ASSIGNMENT
For every entry that follows, return the words exactly and omit any picture.

BEGIN MATERIAL SUPPLIED

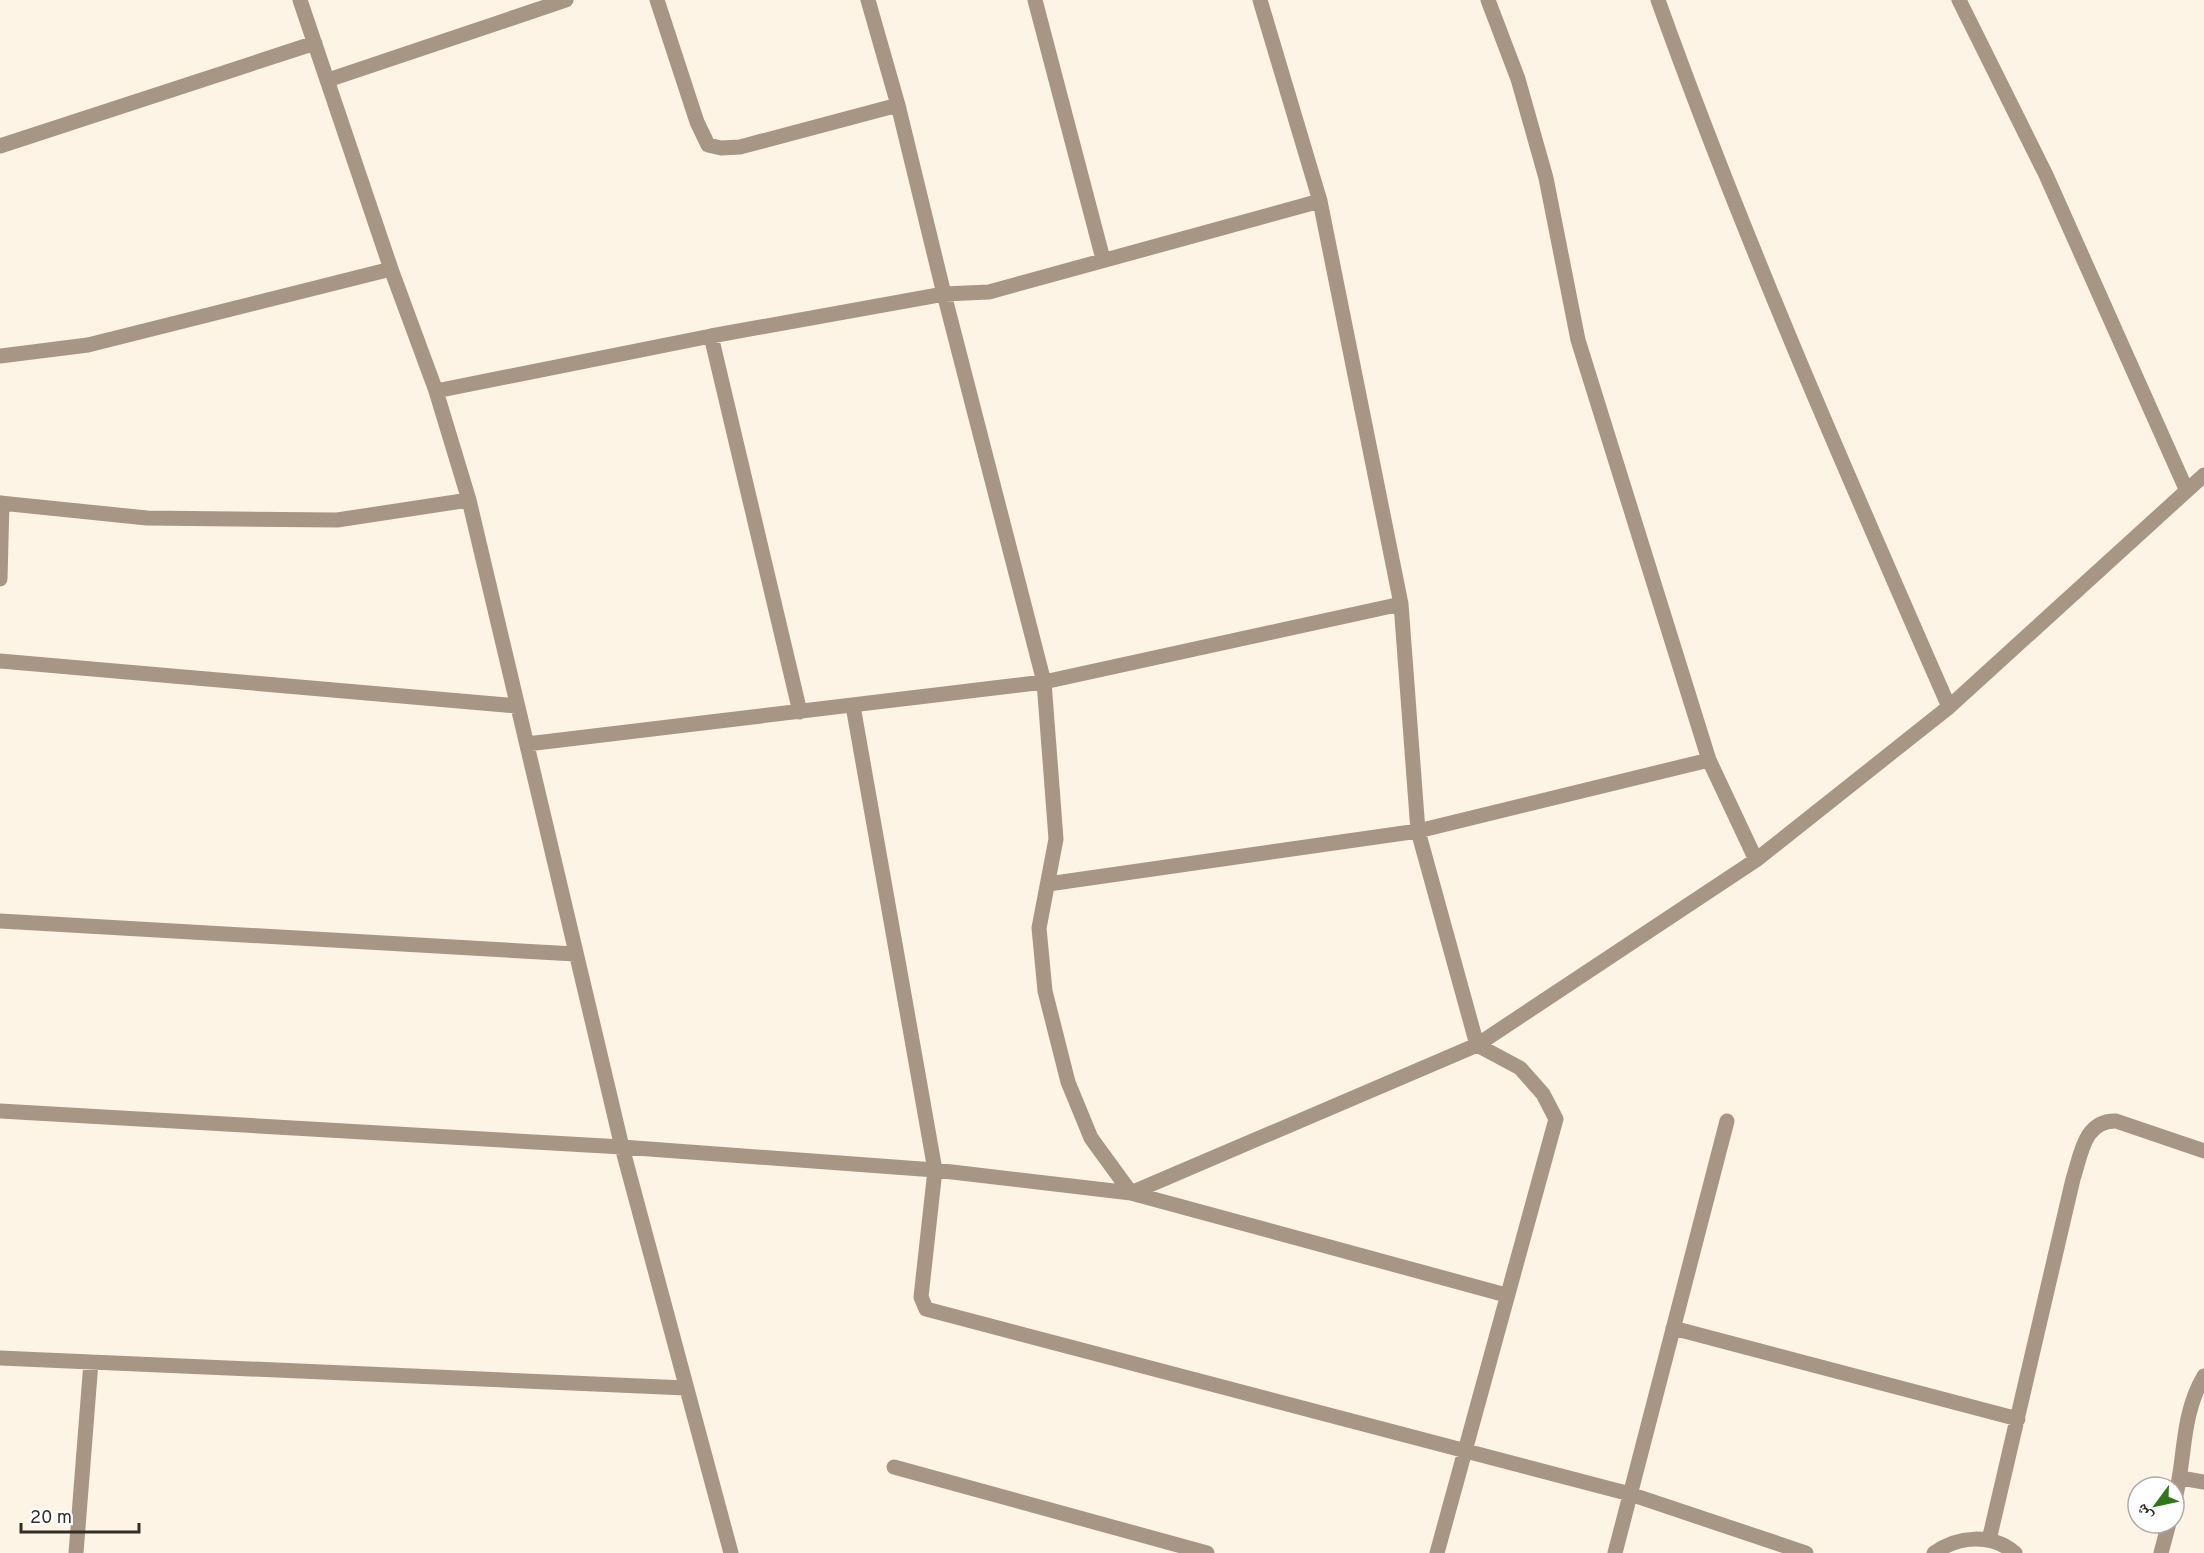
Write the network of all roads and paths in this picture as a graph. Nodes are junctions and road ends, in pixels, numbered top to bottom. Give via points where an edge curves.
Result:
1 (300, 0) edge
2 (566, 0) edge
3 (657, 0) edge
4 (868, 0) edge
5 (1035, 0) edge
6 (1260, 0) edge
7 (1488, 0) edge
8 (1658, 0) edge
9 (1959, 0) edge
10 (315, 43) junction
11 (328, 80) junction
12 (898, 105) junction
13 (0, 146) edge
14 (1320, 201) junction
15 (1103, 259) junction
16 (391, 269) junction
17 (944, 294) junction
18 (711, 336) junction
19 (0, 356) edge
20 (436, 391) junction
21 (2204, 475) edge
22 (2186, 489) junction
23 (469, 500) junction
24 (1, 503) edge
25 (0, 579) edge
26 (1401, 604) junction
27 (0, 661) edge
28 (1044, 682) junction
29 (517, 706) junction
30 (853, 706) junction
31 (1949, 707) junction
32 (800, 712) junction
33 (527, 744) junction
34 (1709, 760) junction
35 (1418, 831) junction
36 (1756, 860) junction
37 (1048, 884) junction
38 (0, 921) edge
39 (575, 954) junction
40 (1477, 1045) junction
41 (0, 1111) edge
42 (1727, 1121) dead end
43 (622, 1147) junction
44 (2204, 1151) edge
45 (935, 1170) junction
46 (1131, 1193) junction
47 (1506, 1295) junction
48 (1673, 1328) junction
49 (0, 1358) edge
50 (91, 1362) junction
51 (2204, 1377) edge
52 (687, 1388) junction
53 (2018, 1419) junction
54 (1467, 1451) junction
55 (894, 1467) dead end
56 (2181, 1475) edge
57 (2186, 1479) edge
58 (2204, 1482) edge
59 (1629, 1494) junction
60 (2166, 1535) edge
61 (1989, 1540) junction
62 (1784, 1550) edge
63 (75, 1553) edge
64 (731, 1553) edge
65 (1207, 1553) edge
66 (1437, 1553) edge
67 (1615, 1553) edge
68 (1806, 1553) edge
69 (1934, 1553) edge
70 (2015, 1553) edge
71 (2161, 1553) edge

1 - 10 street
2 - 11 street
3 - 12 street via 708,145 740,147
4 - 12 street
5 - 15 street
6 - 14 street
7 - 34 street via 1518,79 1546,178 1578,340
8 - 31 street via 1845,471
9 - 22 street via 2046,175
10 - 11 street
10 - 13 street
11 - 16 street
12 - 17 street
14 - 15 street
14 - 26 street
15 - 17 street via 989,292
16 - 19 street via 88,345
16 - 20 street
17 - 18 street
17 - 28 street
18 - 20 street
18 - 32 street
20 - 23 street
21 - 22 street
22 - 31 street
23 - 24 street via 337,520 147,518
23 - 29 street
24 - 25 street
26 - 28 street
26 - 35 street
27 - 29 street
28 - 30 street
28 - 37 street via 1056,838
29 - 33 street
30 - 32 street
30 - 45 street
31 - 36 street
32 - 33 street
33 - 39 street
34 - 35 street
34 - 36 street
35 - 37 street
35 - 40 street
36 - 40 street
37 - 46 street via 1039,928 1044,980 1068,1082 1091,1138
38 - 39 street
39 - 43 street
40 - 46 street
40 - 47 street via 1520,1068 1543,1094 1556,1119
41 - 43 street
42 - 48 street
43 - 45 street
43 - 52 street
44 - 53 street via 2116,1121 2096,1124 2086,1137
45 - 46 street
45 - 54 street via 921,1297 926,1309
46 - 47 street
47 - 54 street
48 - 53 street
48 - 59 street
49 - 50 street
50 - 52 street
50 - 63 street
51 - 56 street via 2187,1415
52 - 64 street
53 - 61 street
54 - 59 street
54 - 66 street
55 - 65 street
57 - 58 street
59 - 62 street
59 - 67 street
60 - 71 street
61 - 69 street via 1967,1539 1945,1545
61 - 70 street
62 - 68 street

END MATERIAL SUPPLIED

TASK RESPONSE
Write the network of all roads and paths in this picture as a graph. Nodes are junctions and road ends, in pixels, numbered top to bottom. Give via points where an edge curves.
Result:
1 (300, 0) edge
2 (566, 0) edge
3 (657, 0) edge
4 (868, 0) edge
5 (1035, 0) edge
6 (1260, 0) edge
7 (1488, 0) edge
8 (1658, 0) edge
9 (1959, 0) edge
10 (315, 43) junction
11 (328, 80) junction
12 (898, 105) junction
13 (0, 146) edge
14 (1320, 201) junction
15 (1103, 259) junction
16 (391, 269) junction
17 (944, 294) junction
18 (711, 336) junction
19 (0, 356) edge
20 (436, 391) junction
21 (2204, 475) edge
22 (2186, 489) junction
23 (469, 500) junction
24 (1, 503) edge
25 (0, 579) edge
26 (1401, 604) junction
27 (0, 661) edge
28 (1044, 682) junction
29 (517, 706) junction
30 (853, 706) junction
31 (1949, 707) junction
32 (800, 712) junction
33 (527, 744) junction
34 (1709, 760) junction
35 (1418, 831) junction
36 (1756, 860) junction
37 (1048, 884) junction
38 (0, 921) edge
39 (575, 954) junction
40 (1477, 1045) junction
41 (0, 1111) edge
42 (1727, 1121) dead end
43 (622, 1147) junction
44 (2204, 1151) edge
45 (935, 1170) junction
46 (1131, 1193) junction
47 (1506, 1295) junction
48 (1673, 1328) junction
49 (0, 1358) edge
50 (91, 1362) junction
51 (2204, 1377) edge
52 (687, 1388) junction
53 (2018, 1419) junction
54 (1467, 1451) junction
55 (894, 1467) dead end
56 (2181, 1475) edge
57 (2186, 1479) edge
58 (2204, 1482) edge
59 (1629, 1494) junction
60 (2166, 1535) edge
61 (1989, 1540) junction
62 (1784, 1550) edge
63 (75, 1553) edge
64 (731, 1553) edge
65 (1207, 1553) edge
66 (1437, 1553) edge
67 (1615, 1553) edge
68 (1806, 1553) edge
69 (1934, 1553) edge
70 (2015, 1553) edge
71 (2161, 1553) edge

1 - 10 street
2 - 11 street
3 - 12 street via 708,145 740,147
4 - 12 street
5 - 15 street
6 - 14 street
7 - 34 street via 1518,79 1546,178 1578,340
8 - 31 street via 1845,471
9 - 22 street via 2046,175
10 - 11 street
10 - 13 street
11 - 16 street
12 - 17 street
14 - 15 street
14 - 26 street
15 - 17 street via 989,292
16 - 19 street via 88,345
16 - 20 street
17 - 18 street
17 - 28 street
18 - 20 street
18 - 32 street
20 - 23 street
21 - 22 street
22 - 31 street
23 - 24 street via 337,520 147,518
23 - 29 street
24 - 25 street
26 - 28 street
26 - 35 street
27 - 29 street
28 - 30 street
28 - 37 street via 1056,838
29 - 33 street
30 - 32 street
30 - 45 street
31 - 36 street
32 - 33 street
33 - 39 street
34 - 35 street
34 - 36 street
35 - 37 street
35 - 40 street
36 - 40 street
37 - 46 street via 1039,928 1044,980 1068,1082 1091,1138
38 - 39 street
39 - 43 street
40 - 46 street
40 - 47 street via 1520,1068 1543,1094 1556,1119
41 - 43 street
42 - 48 street
43 - 45 street
43 - 52 street
44 - 53 street via 2116,1121 2096,1124 2086,1137
45 - 46 street
45 - 54 street via 921,1297 926,1309
46 - 47 street
47 - 54 street
48 - 53 street
48 - 59 street
49 - 50 street
50 - 52 street
50 - 63 street
51 - 56 street via 2187,1415
52 - 64 street
53 - 61 street
54 - 59 street
54 - 66 street
55 - 65 street
57 - 58 street
59 - 62 street
59 - 67 street
60 - 71 street
61 - 69 street via 1967,1539 1945,1545
61 - 70 street
62 - 68 street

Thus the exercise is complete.